Tuesday, June 24, 2008

A Bug's Life




One more week to see Sally Gall's show "Crawl" at the Julie Saul Gallery in Chelsea.

Other than the unusual rhyming of the key words (Gall, crawl, Saul) it's an unusual view of nature taken from several inches above the ground. Gall, who has been unapologetic about her interest in beauty throughout her career, now brings a Pixar like scrutiny to a bug's eye view of the world and discovers a wondrous Eden.

She reflects, "Infants know this world for a time. Picnickers and soldiers glimpse it. There is no more dynamic stage of life and death on earth than the first few inches above its surface. This is where prairies and forests are born. Here is where the bulk of our food comes from and where all earthly creatures return when our lives are finished. Comforting, beautiful, frightening, and strange--this is the terrestrial world. And it can only be discovered and known intimately on hands and knees."

One marvels at the patience that must have been necessary to capture these images as well as the consistency and quality. It's a mid-summer treat!





Monday, June 23, 2008

Sent from my iPhone



Like the first bird of spring, the first street vendors selling Obama buttons and paraphernalia have just arrived on the streets of New York City. Of course not a penny of the proceeds will get anywhere near the Obama campaign, but what a shining example of the American way!

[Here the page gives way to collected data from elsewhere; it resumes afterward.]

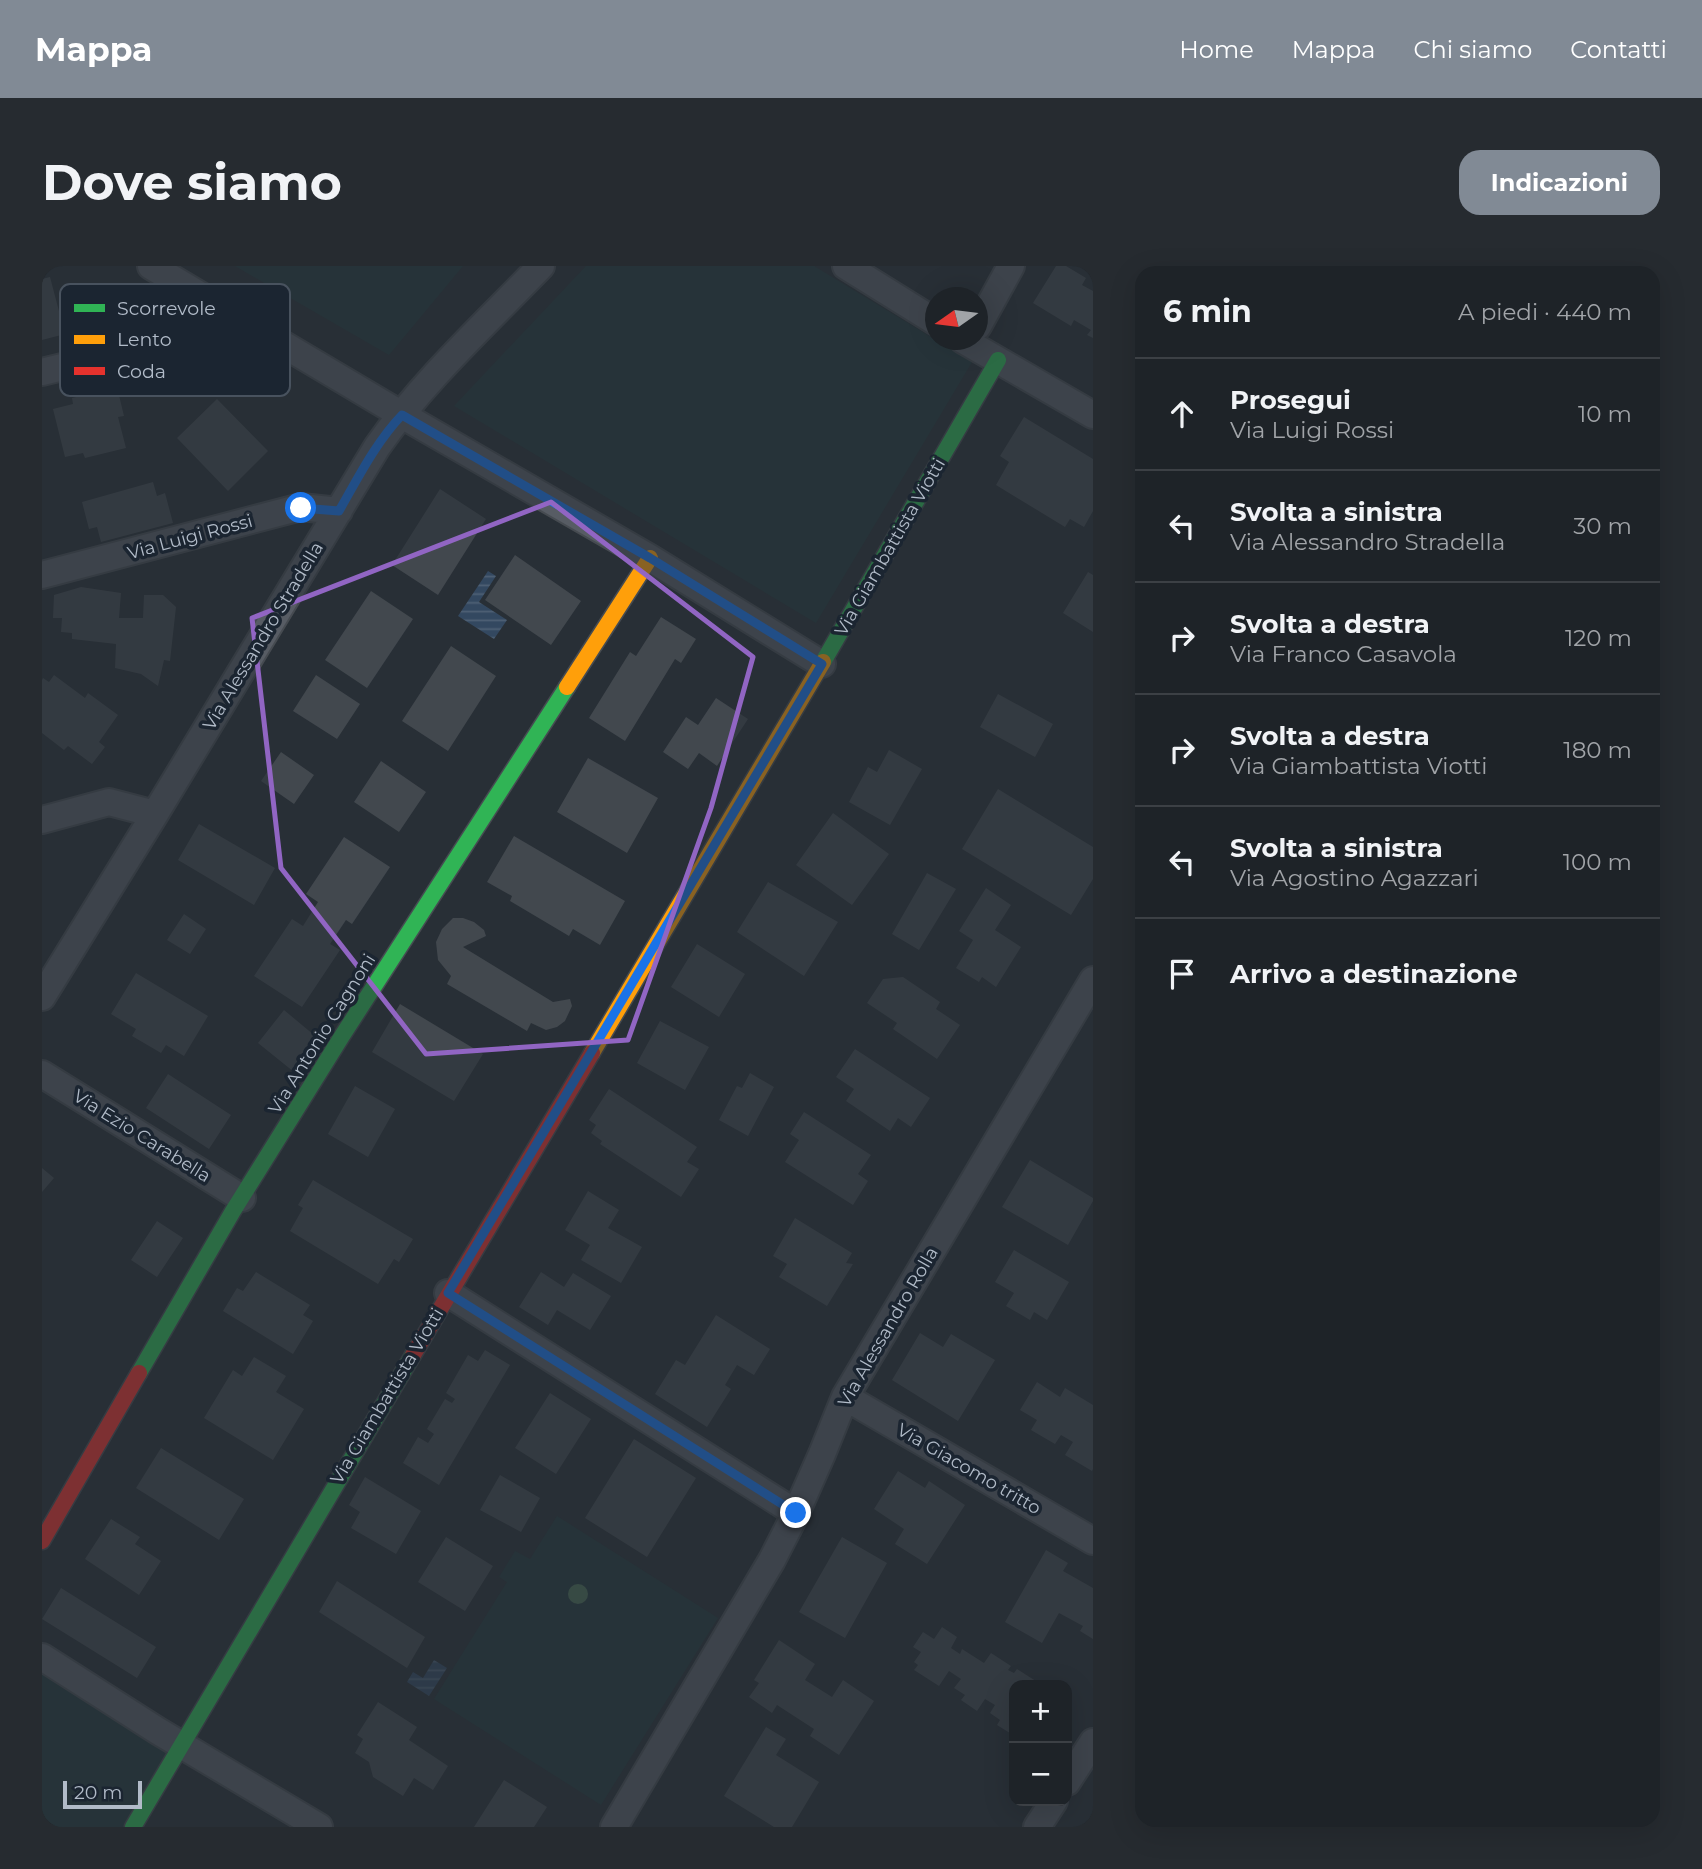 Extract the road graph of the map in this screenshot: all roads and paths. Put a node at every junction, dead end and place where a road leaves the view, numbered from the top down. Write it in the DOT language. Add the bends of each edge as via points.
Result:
graph roads {
  1 [pos="151,266"];
  2 [pos="541,266"];
  3 [pos="846,266"];
  4 [pos="1011,266"];
  5 [pos="181,284"];
  6 [pos="988,306"];
  7 [pos="925,315"];
  8 [pos="290,349"];
  9 [pos="986,350"];
  10 [pos="998,360"];
  11 [pos="60,368"];
  12 [pos="42,372"];
  13 [pos="402,415"];
  14 [pos="1093,415"];
  15 [pos="339,511"];
  16 [pos="650,558"];
  17 [pos="42,575"];
  18 [pos="822,664"];
  19 [pos="156,814"];
  20 [pos="42,820"];
  21 [pos="1093,980"];
  22 [pos="42,997"];
  23 [pos="42,1074"];
  24 [pos="242,1198"];
  25 [pos="448,1293"];
  26 [pos="845,1397"];
  27 [pos="796,1513"];
  28 [pos="42,1541"];
  29 [pos="1093,1541"];
  30 [pos="42,1657"];
  31 [pos="1093,1742"];
  32 [pos="182,1745"];
  33 [pos="1072,1774"];
  34 [pos="1051,1806"];
  35 [pos="133,1827"];
  36 [pos="318,1827"];
  37 [pos="614,1827"];
  38 [pos="1037,1827"];
  1 -- 5 [label="street"];
  2 -- 13 [label="street, Via Alessandro Stradella"];
  3 -- 7 [label="street"];
  4 -- 6 [label="street"];
  8 -- 13 [label="street"];
  9 -- 10 [label="street"];
  10 -- 14 [label="street"];
  10 -- 18 [label="street, Via Giambattista Viotti"];
  11 -- 12 [label="street"];
  13 -- 15 [label="street, Via Alessandro Stradella"];
  13 -- 16 [label="street"];
  15 -- 17 [label="street, Via Luigi Rossi" via="301,508"];
  15 -- 19 [label="street, Via Alessandro Stradella"];
  16 -- 18 [label="street"];
  16 -- 24 [label="street, Via Antonio Cagnoni"];
  18 -- 25 [label="street, Via Giambattista Viotti"];
  19 -- 20 [label="street" via="108,802"];
  19 -- 22 [label="street, Via Alessandro Stradella"];
  21 -- 26 [label="street, Via Alessandro Rolla"];
  23 -- 24 [label="street, Via Ezio Carabella"];
  24 -- 28 [label="street, Via Antonio Cagnoni"];
  25 -- 27 [label="street"];
  25 -- 32 [label="street, Via Giambattista Viotti"];
  26 -- 27 [label="street, Via Alessandro Rolla"];
  26 -- 29 [label="street, Via Giacomo tritto"];
  27 -- 37 [label="street, Via Alessandro Rolla"];
  30 -- 32 [label="street"];
  31 -- 33 [label="street"];
  32 -- 35 [label="street, Via Giambattista Viotti"];
  32 -- 36 [label="street"];
  34 -- 38 [label="street"];
}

As further proof of democracy in action, the vendor next to the gentleman below had a smattering of McCain buttons but informed me they were selling very poorly.





Friday, June 20, 2008

Weekend Video - Beirut




I was recently introduced to the band Beirut and their two videos directed by Israeli film-maker Alma Har’el. Both the music and the visuals make a nice change of pace.



Wednesday, June 18, 2008

Forbidden



When someone tells me I'm not allowed to take a picture, I take it as an affront and a challenge. I haven't looked into the actual legality of the situation yet, but I'm pretty sure there's nothing wrong with photo-
graphing the former TWA Terminal at JFK (above), as I tried to do before I was stopped by security, or in the various stores, museums, and establishments who routinely tell you, "Photography is not allowed". With the advent of tiny digital and cell phone cameras it's pretty hard to enforce anyway, but here are some samples of my recent surreptitious iPhone camera work.


This from Juicy Couture in Beverly Hills, after they would not sell my daughter the bathing suit on the display dummy. (We wanted a visual reference.)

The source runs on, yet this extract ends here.